La otra novedad, previa también al cónclave de presidentes, ha sido la carta de intenciones firmada el 25 de junio por 9 países, una «iniciativa de intervención europea» para actuar conjuntamente en misiones de interés general, también de tipo civil, buena prueba de la prioridad que la UE está obligada a dar en el terreno de la defensa, y no solo por razón de la desafección, cada día más evidente, del «amigo americano».

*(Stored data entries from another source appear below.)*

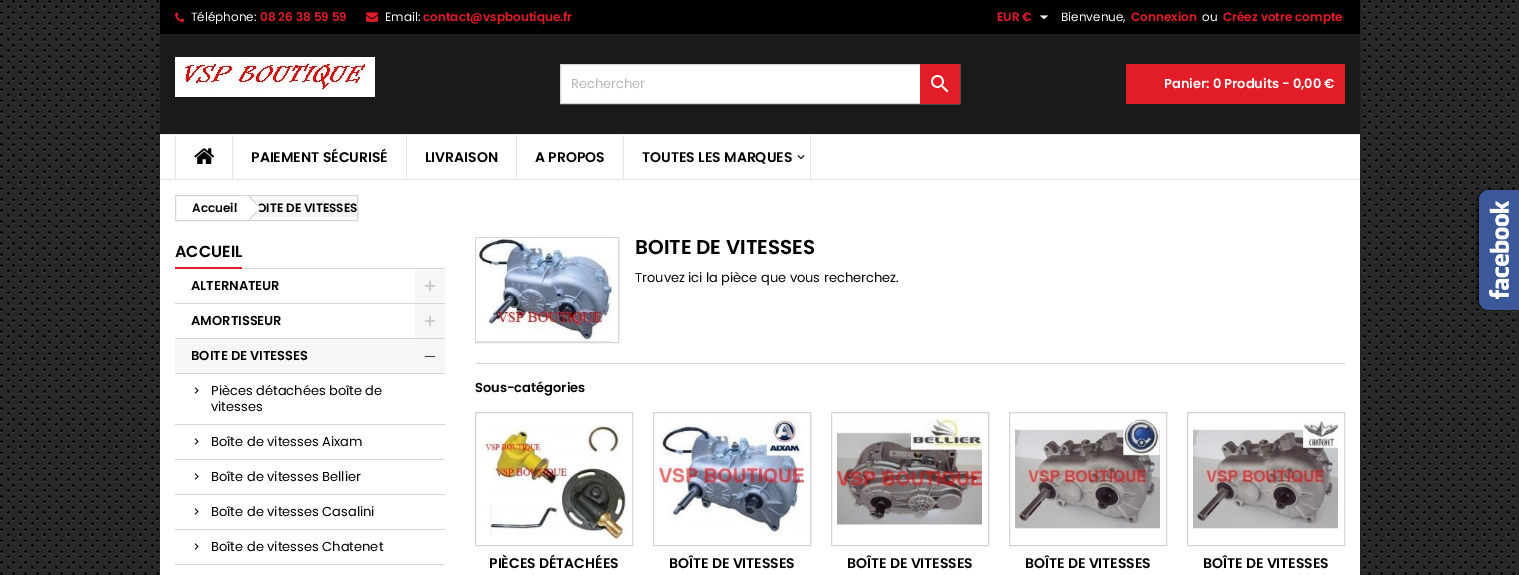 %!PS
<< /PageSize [1519 575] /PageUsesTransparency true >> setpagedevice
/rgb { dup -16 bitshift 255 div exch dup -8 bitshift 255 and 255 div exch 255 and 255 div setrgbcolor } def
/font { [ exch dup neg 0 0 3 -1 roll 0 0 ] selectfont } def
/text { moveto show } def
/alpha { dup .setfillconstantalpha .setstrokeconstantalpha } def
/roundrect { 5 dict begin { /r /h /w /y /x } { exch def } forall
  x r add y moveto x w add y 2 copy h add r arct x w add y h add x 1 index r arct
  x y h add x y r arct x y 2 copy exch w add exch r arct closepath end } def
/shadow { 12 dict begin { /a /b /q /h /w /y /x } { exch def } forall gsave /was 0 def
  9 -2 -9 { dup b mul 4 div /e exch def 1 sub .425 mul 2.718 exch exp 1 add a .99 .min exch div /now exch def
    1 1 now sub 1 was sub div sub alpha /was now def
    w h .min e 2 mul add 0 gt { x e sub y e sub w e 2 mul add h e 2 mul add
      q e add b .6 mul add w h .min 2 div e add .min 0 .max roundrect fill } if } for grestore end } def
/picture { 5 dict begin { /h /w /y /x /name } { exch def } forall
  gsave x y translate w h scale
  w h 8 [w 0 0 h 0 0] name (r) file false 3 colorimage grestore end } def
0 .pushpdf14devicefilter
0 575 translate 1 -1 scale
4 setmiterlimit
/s1 { /Poppins-Regular 12 font 16#FFFFFF rgb } def
/s2 { /Poppins-SemiBold 12 font 16#E31D27 rgb } def
/s3 { /Poppins-Regular 13 font 16#B7B7B7 rgb } def
/s4 { /Poppins-SemiBold 13 font 16#FFFFFF rgb } def
/s5 { /Poppins-SemiBold 14 font 16#000000 rgb } def
/s6 { /Poppins-SemiBold 12 font 16#000000 rgb } def
/s7 { /Poppins-SemiBold 16 font 16#000000 rgb } def
/s8 { /Poppins-SemiBold 13 font 16#000000 rgb } def
/s9 { /Poppins-Regular 13 font 16#000000 rgb } def
/s10 { /Poppins-SemiBold 20 font 16#000000 rgb } def
16#282828 rgb
0 0 1519 575 rectfill
(pic1.raw) 0 0 1515 575 picture
16#000000 rgb
160 0 1200 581 0 2 0.2 shadow
16#FFFFFF rgb
160 135 1200 440 rectfill
16#000000 rgb
160 0 1200 34 rectfill
(pic2.raw) 175 12 10 10 picture
s1
(Téléphone:) 191 21 text
s2
(08 26 38 59 59) 260 21 text
(pic3.raw) 366 12 12 10 picture
s1
(Email:) 385 21 text
s2
(contact@vspboutique.fr) 423 21 text
(EUR €) 997 21 text
16#FFFFFF rgb
1040 15.5 moveto 1048 15.5 lineto 1044 19 lineto closepath fill
s1
(Bienvenue,) 1061 21 text
s2
(Connexion) 1131 21 text
s1
(ou) 1202 21 text
s2
(Créez votre compte) 1223 21 text
16#1B1A1B rgb
160 34 1200 100 rectfill
(pic4.raw) 175 57 200 40 picture
16#FFFFFF rgb
561 65 359 38 rectfill
16#D6D4D4 rgb
560.5 64.5 399 39 rectstroke
s3
(Rechercher) 571 88 text
16#E31D27 rgb
920 64 40 40 rectfill
(pic5.raw) 931 75 18 18 picture
1126 64 219 40 rectfill
s4
(Panier: 0 Produits - 0,00 €) 1164 88 text
16#E6E6E6 rgb
160 134 1200 1 rectfill
160 179 1200 1 rectfill
175 135 1 44 rectfill
(pic6.raw) 194 148 21 16 picture
232 135 1 44 rectfill
s5
(PAIEMENT SÉCURISÉ) 251 162 text
16#E6E6E6 rgb
406 135 1 44 rectfill
s5
(LIVRAISON) 425 162 text
16#E6E6E6 rgb
516 135 1 44 rectfill
s5
(A PROPOS) 535 162 text
16#E6E6E6 rgb
810 135 1 44 rectfill
623 135 1 44 rectfill
s5
(TOUTES LES MARQUES) 642 162 text
(pic7.raw) 797 155 8 5 picture
16#D6D4D4 rgb
175.5 195.5 182 25 rectstroke
s6
(Accueil) 192 212 text
16#F6F6F6 rgb
252 199 105 18 rectfill
s6
(OITE DE VITESSES) 257 212 text
16#FFFFFF rgb
250 196.5 moveto 260 206.5 lineto 260.5 207.5 260.5 208.5 260 209.5 curveto 250 219.5 lineto 249 220 248 220 247 219.5 curveto 237 209.5 lineto 236.5 208.5 236.5 207.5 237 206.5 curveto 247 196.5 lineto 248 196 249 196 250 196.5 curveto closepath fill
16#D6D4D4 rgb
249.5 196 moveto 260.5 207.5 lineto 260 208 lineto 248.5 196.5 lineto closepath 260 208 moveto 260.5 208.5 lineto 249.5 220 lineto 248.5 219.5 lineto closepath fill
242 268 203 1 rectfill
16#E31D27 rgb
175 267 67 2 rectfill
s7
(ACCUEIL) 175 257 text
16#D6D4D4 rgb
175 303 270 1 rectfill
s8
(ALTERNATEUR) 191 290 text
16#F6F6F6 rgb
415 269 30 34 rectfill
(pic8.raw) 424 280 12 12 picture
16#D6D4D4 rgb
175 338 270 1 rectfill
s8
(AMORTISSEUR) 191 325 text
16#F6F6F6 rgb
415 304 30 34 rectfill
(pic8.raw) 424 315 12 12 picture
175 339 270 34 rectfill
16#D6D4D4 rgb
175 373 270 1 rectfill
s8
(BOITE DE VITESSES) 191 360 text
16#333333 rgb
425 356 10 1 rectfill
16#D6D4D4 rgb
175 424 270 1 rectfill
(pic9.raw) 194 387 5 7 picture
s9
(Pièces détachées boîte de) 211 395 text
(vitesses) 211 411 text
16#D6D4D4 rgb
175 459 270 1 rectfill
(pic9.raw) 194 438 5 7 picture
s9
(Boîte de vitesses Aixam) 211 446 text
16#D6D4D4 rgb
175 494 270 1 rectfill
(pic9.raw) 194 473 5 7 picture
s9
(Boîte de vitesses Bellier) 211 481 text
16#D6D4D4 rgb
175 529 270 1 rectfill
(pic9.raw) 194 508 5 7 picture
s9
(Boîte de vitesses Casalini) 211 516 text
16#D6D4D4 rgb
175 564 270 1 rectfill
(pic9.raw) 194 543 5 7 picture
s9
(Boîte de vitesses Chatenet) 211 551 text
16#D6D4D4 rgb
475.5 237.5 143 105 rectstroke
(pic10.raw) 476 238 137 104 picture
s10
(BOITE DE VITESSES) 635 254 text
s9
(Trouvez ici la pièce que vous recherchez.) 635 282 text
16#D6D4D4 rgb
475 363 870 1 rectfill
s8
(Sous-catégories) 475 392 text
16#D6D4D4 rgb
475.5 412.5 157 133 rectstroke
(pic11.raw) 481 425 145 115 picture
s5
(PIÈCES DÉTACHÉES) 489 568 text
16#D6D4D4 rgb
653.5 412.5 157 133 rectstroke
(pic12.raw) 659 418 145 117 picture
s5
(BOÎTE DE VITESSES) 669 568 text
16#D6D4D4 rgb
831.5 412.5 157 133 rectstroke
(pic13.raw) 837 418 145 107 picture
s5
(BOÎTE DE VITESSES) 847 568 text
16#D6D4D4 rgb
1009.5 412.5 157 133 rectstroke
(pic14.raw) 1015 418 145 111 picture
s5
(BOÎTE DE VITESSES) 1025 568 text
16#D6D4D4 rgb
1187.5 412.5 157 133 rectstroke
(pic15.raw) 1193 420 145 109 picture
s5
(BOÎTE DE VITESSES) 1203 568 text
1477 190 40 120 10 1 0.5 shadow
16#3B5998 rgb
1489 190 moveto 1519 190 lineto 1519 310 lineto 1489 310 lineto 1483.5 310 1479 305.5 1479 300 curveto 1479 200 lineto 1479 194.5 1483.5 190 1489 190 curveto closepath fill
(pic16.raw) 1489 201 20 98 picture
.poppdf14devicefilter showpage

La Cumbre ha estado precedida, pues, de esas dos no menores aportaciones al proyecto común, algo que no debe pasarse por algo. Como tampoco el mérito de haberse alcanzado en ella algún acuerdo, aunque fuera de mínimos, dada la división interna entre los reunidos: entre populistas xenófobos y el resto; entre inmovilistas de la unión monetaria y reformadores… Y lo convenido tiene, desde luego, algún relieve. Lo tiene, por lo pronto, comenzar a poner el foco en la migración, pues va a ser uno de los principales retos que la UE tiene por delante, y con carácter de permanencia.
La frustrada «primavera árabe», con sus secuelas de desestructuración política, guerras civiles y enfrentamientos tribales, junto con el atraso económico y la explosión demográfica de África –un continente que aumentará su población un 150 por cien en las próximas tres décadas, mientras Europa reducirá la suya originaria en un 15 por cien-, nos obligan a todos a mirar de otra forma al Mediterráneo y hacia allí. Desde aquel lado de ese mar compartido, todo el territorio de la UE parece «un inmenso campo de golf», dijo hace ya muchos años un destacado líder argelino, y hoy sigue siendo así para millones y millones de hombres y mujeres que temen por sus vidas o están dispuestos a arriesgarla por encontrar mejores oportunidades.
Lo convenido en Bruselas solo tiene alcance en el corto plazo –«centros de control» y «plataformas en países de origen»-, pero si se considera un comienzo, algo es, y no poco. En suma, la botella quizá no esté medio vacía: se concede un poco más de tiempo a la reforma de la zona euro y se marcan prioridades tan obligadas como oportunas. Ya dijo Jacques Delors, con buen conocimiento de causa, que la integración europea es voluntad y pragmatismo, pero sobre todo «una larga paciencia».